Erano gli anni ’80 quando il pesce siluro – testa grossa e schiacciata, occhi piccoli, bocca ampia, tre paia di “baffi”, corpo allungato – ha cominciato a diffondersi alla velocità della luce nel bacino del Po dopo le importazioni dall’Europa orientale. «Un pesce con una forza assurda che si adatta a vivere in quasi tutti gli specchi d’acqua, sia molto ossigenata che non. Un pesce tenace, battagliero», lo definisce il pescatore del Ticino. Predatore di razza, dal tramonto all’alba. Di notte caccia, di giorno resta sornione nella sua tana. Ma quando piove e il fiume è in piena capita che resti attivo ventiquattro ore su ventiquattro. L’acqua sporca, poi, è la condizione perfetta affinché il siluro possa scorribandare senza pietà e senza distinzioni di orari.
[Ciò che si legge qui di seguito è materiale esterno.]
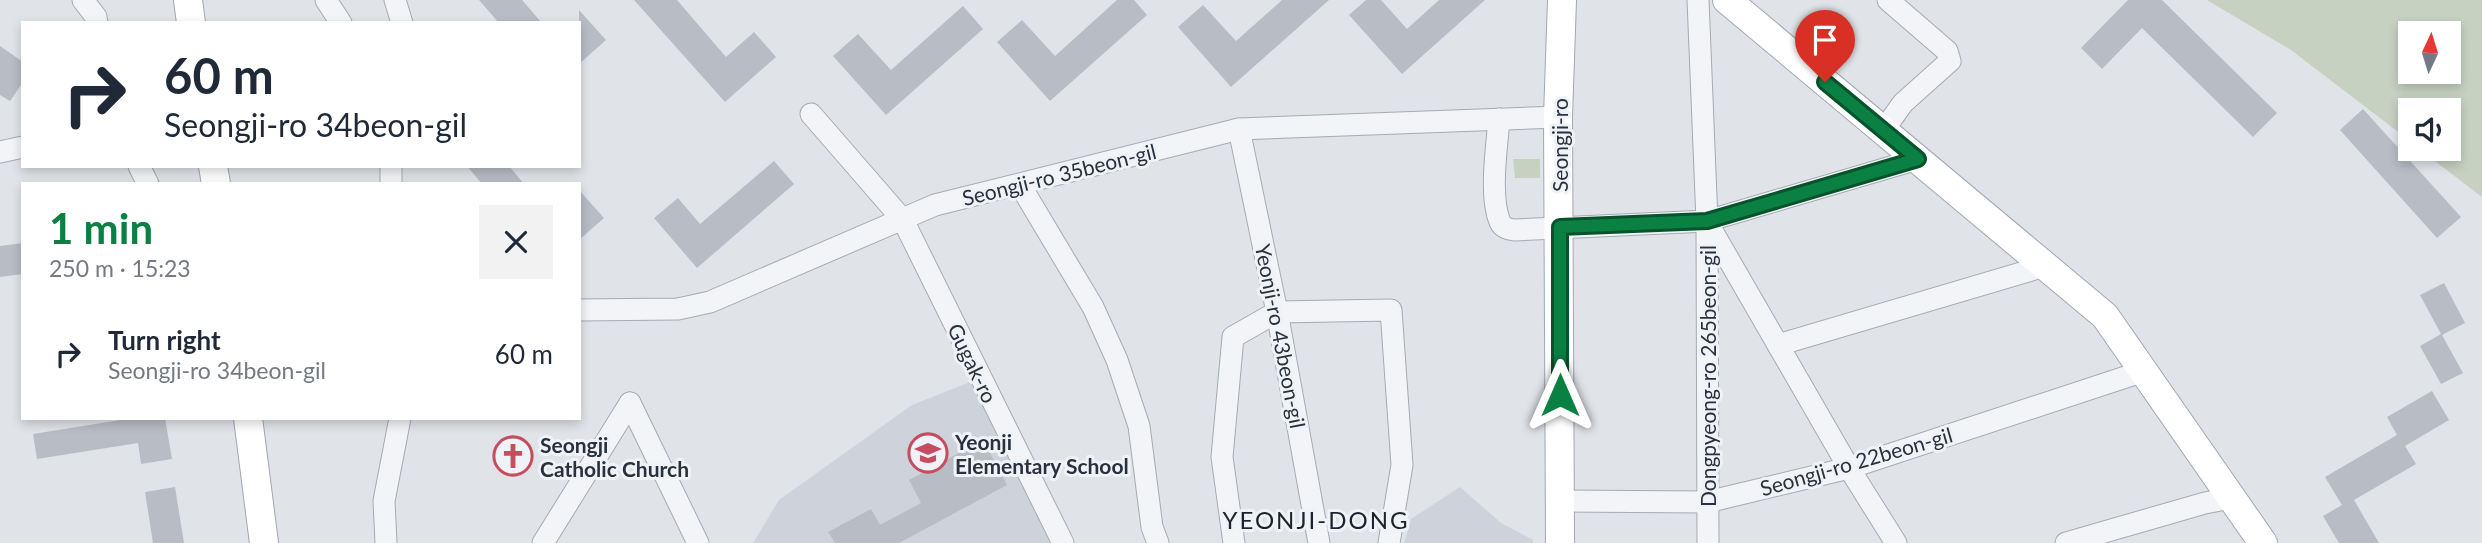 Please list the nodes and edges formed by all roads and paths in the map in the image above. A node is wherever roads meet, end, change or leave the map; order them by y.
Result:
1 (83, 0) edge
2 (188, 0) edge
3 (326, 0) edge
4 (395, 0) edge
5 (1562, 0) edge
6 (1698, 0) edge
7 (1727, 0) edge
8 (1888, 0) edge
9 (97, 21) edge
10 (191, 21) edge
11 (340, 21) edge
12 (401, 21) edge
13 (811, 114) dead end
14 (1558, 117) junction
15 (1499, 119) junction
16 (1240, 129) junction
17 (1883, 131) junction
18 (21, 147) edge
19 (0, 152) edge
20 (1918, 159) junction
21 (1020, 184) junction
22 (903, 220) junction
23 (1707, 221) junction
24 (1560, 227) junction
25 (2045, 266) junction
26 (581, 310) edge
27 (1278, 312) junction
28 (1778, 345) junction
29 (2144, 371) junction
30 (248, 420) edge
31 (400, 420) edge
32 (1849, 468) junction
33 (2231, 498) junction
34 (1560, 501) junction
35 (1707, 502) junction
36 (264, 543) edge
37 (386, 543) edge
38 (543, 543) edge
39 (698, 543) edge
40 (1063, 543) edge
41 (1158, 543) edge
42 (1234, 543) edge
43 (1319, 543) edge
44 (1389, 543) edge
45 (1560, 543) edge
46 (1708, 543) edge
47 (1896, 543) edge
48 (2066, 543) edge
49 (2263, 543) edge

1 - 9 street
2 - 10 main road
3 - 11 street
4 - 12 street
5 - 14 main road, Seongji-ro
6 - 23 street, Dongpyeong-ro 265beon-gil
7 - 17 main road
8 - 17 street
13 - 22 street, Gugak-ro
14 - 15 street, Seongji-ro 35beon-gil
14 - 24 main road, Seongji-ro
15 - 16 street, Seongji-ro 35beon-gil
15 - 24 street
16 - 21 street, Seongji-ro 35beon-gil
16 - 27 street, Yeonji-ro 43beon-gil
17 - 20 main road
18 - 19 street
20 - 23 street
20 - 25 main road
21 - 22 street, Seongji-ro 35beon-gil
21 - 41 street
22 - 26 street, Seongji-ro 35beon-gil
22 - 40 street, Gugak-ro
23 - 24 street
23 - 28 street
23 - 35 street, Dongpyeong-ro 265beon-gil
24 - 34 main road, Seongji-ro
25 - 28 street
25 - 29 main road
27 - 42 street
27 - 43 street, Yeonji-ro 43beon-gil
27 - 44 street
28 - 32 street
29 - 32 street, Seongji-ro 22beon-gil
29 - 33 main road
30 - 36 main road
31 - 37 street
32 - 35 street, Seongji-ro 22beon-gil
32 - 47 street
33 - 48 street
33 - 49 main road
34 - 35 street, Seongji-ro 22beon-gil
34 - 45 main road, Seongji-ro
35 - 46 street, Dongpyeong-ro 265beon-gil
38 - 39 street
Ma come si pescano questi esemplari che stanno mettendo a soqquadro l’ecosistema dei bacini lombardi? «Servono canne robuste con una grammatura di almeno di 150 grammi per essere sicuri di avere la meglio sul siluro, fili trecciati intorno agli 0.40/0.50 millimetri e ami molto robusti. Se lo si pesca col vivo si utilizzano come esche pesci come gardon o carassi, mentre se lo si pesca a spinning le esche migliori sono le teste piombate con innescate delle gomme, pesci artificiali in balsa o ondulanti in ferro», spiega Ceriotti.
I siluri sono voracissimi.

Mangiano di tutto: altri pesci, gamberi della Louisiana, piccoli mammiferi e volatili. «Ho visto coi miei occhi pulcini di anatra o gallinelle d’acqua attaccati da siluri e persino cuccioli di nutria inghiottiti dalle loro fauci. Mi è capitato anche di catturare siluri di dimensioni ridotte e mentre li portavo a riva venivano seguiti da siluri di dimensioni doppie che cercavano di mangiarseli». L’attuale alterazione della fauna ittica ha un responsabile ben preciso. Se infatti nel Ticino erano presenti lo storione, la trota marmorata, il temolo, la lasca, la savetta, ora tutto è cambiato. «Il siluro ha contribuito in maniera decisa alla quasi estinzione di queste specie. La colpa, però, non è solo sua ma va suddivisa con altri pesci invasori con una grande resistenza fisica, capaci di adattarsi subito alle variazioni climatiche, come l’aspio, il lucioperca, l’abramide comune, il barbo europeo. I primi due sono predatori quasi ancor più temibili del siluro; gli altri sono molto golosi di uova altrui. Il futuro, ormai, sono loro. Per non parlare del cormorano, che ha messo la ciliegina sulla torta in senso negativo”, sottolinea Gabriele. E l’uomo? «Un po’ di colpa sulla scomparsa di determinate specie ittiche ce l’ha...».

Quello che il pescatore prova durante il testa a testa con il siluro, però, è qualcosa che solo lui può comprendere. Appagamento puro. «La soddisfazione più bella nel pescare il siluro è riuscire a catturarlo: così capisci che l’esca che gli hai preparato ha funzionato. Vuol dire che gliel’ho proposta bene ed è caduto in tentazione», dice Ceriotti. È anche una questione di psicologia.